The Art of Fiction
The Paris Review No. 12
William Faulkner was born in 1897 in New Albany, Mississippi, where his father was then working as a conductor on the railroad built by the novelist’s great-grandfather, Colonel William Falkner (without the “u”), author of The White Rose of Memphis. Soon the family moved to Oxford, thirty-five miles away, where young Faulkner, although he was a voracious reader, failed to earn enough credits to be graduated from the local high school. In 1918 he enlisted as a student flyer in the Royal Canadian Air Force. He spent a little more than a year as a special student at the state university, Ole Miss, and later worked as postmaster at the university station until he was fired for reading on the job.
Encouraged by Sherwood Anderson, he wrote Soldier’s Pay (1926). His first widely read book was Sanctuary (1931), a sensational novel which he says that he wrote for money after his previous books—including Mosquitoes (1927), Sartoris(1929), The Sound and the Fury (1929), and As I Lay Dying (1930)—had failed to earn enough royalties to support a family.
A steady succession of novels followed, most of them related to what has come to be called the Yoknapatawpha saga: Light in August (1932), Pylon (1935), Absalom, Absalom! (1936), The Unvanquished (1938), The Wild Palms (1939), The Hamlet(1940), and Go Down, Moses, and Other Stories (1941). Since World War II his principal works have been Intruder in the Dust (1948), A Fable (1954), and The Town (1957).

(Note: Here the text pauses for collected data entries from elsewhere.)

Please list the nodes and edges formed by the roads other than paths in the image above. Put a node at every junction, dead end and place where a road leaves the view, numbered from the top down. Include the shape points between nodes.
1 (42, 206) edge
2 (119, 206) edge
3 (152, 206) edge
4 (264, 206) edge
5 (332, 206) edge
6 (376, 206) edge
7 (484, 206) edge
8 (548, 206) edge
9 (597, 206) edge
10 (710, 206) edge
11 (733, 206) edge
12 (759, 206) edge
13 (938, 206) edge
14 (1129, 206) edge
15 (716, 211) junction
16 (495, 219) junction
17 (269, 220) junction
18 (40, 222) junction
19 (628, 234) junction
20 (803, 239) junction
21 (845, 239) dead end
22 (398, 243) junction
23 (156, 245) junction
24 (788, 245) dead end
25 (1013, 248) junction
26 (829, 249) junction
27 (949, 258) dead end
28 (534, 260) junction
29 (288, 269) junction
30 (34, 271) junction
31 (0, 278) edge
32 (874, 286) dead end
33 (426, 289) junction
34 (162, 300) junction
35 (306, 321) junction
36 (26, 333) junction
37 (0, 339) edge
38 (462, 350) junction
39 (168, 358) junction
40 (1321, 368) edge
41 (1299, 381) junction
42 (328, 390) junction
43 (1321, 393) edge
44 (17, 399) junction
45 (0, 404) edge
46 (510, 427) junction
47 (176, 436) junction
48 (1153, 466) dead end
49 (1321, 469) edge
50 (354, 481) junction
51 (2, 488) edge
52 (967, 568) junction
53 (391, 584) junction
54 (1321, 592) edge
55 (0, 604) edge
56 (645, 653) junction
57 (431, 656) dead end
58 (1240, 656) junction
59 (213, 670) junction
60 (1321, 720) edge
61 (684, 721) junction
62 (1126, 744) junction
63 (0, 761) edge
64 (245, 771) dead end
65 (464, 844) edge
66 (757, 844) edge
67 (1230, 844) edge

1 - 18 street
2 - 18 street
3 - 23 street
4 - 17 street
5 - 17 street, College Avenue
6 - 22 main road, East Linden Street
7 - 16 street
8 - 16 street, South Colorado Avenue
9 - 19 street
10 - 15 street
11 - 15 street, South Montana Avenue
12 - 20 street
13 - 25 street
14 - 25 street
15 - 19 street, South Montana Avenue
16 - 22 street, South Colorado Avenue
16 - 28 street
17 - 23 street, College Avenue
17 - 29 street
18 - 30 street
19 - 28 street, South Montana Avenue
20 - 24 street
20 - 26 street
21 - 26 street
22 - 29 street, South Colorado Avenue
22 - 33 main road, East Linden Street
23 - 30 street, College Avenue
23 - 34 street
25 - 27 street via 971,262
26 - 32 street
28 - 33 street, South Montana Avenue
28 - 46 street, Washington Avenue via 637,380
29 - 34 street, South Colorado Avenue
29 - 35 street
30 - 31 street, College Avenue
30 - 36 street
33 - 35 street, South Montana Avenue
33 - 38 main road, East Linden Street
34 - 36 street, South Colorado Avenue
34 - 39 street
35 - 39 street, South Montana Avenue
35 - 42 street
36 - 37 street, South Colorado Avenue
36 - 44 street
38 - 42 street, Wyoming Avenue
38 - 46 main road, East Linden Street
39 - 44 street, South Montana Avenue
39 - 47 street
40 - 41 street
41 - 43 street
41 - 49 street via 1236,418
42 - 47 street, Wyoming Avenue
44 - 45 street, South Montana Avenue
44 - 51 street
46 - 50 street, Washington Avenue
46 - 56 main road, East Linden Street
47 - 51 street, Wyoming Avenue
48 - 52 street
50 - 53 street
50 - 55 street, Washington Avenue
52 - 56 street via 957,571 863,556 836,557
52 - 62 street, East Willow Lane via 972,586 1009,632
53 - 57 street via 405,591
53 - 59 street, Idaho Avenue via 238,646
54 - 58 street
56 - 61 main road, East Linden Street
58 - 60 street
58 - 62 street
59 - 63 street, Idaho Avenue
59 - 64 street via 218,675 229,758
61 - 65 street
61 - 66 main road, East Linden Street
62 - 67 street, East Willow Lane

His Collected Stories received the National Book Award in 1951, as didA Fable in 1955. In 1949 Faulkner was awarded the Nobel Prize for Literature.
Recently, though shy and retiring, Faulkner has traveled widely, lecturing for the United States Information Service. This conversation took place in New York City, early in 1956.
Mr. Faulkner, you were saying a while ago that you don’t like interviews.
The reason I don’t like interviews is that I seem to react violently to personal questions. If the questions are about the work, I try to answer them. When they are about me, I may answer or I may not, but even if I do, if the same question is asked tomorrow, the answer may be different.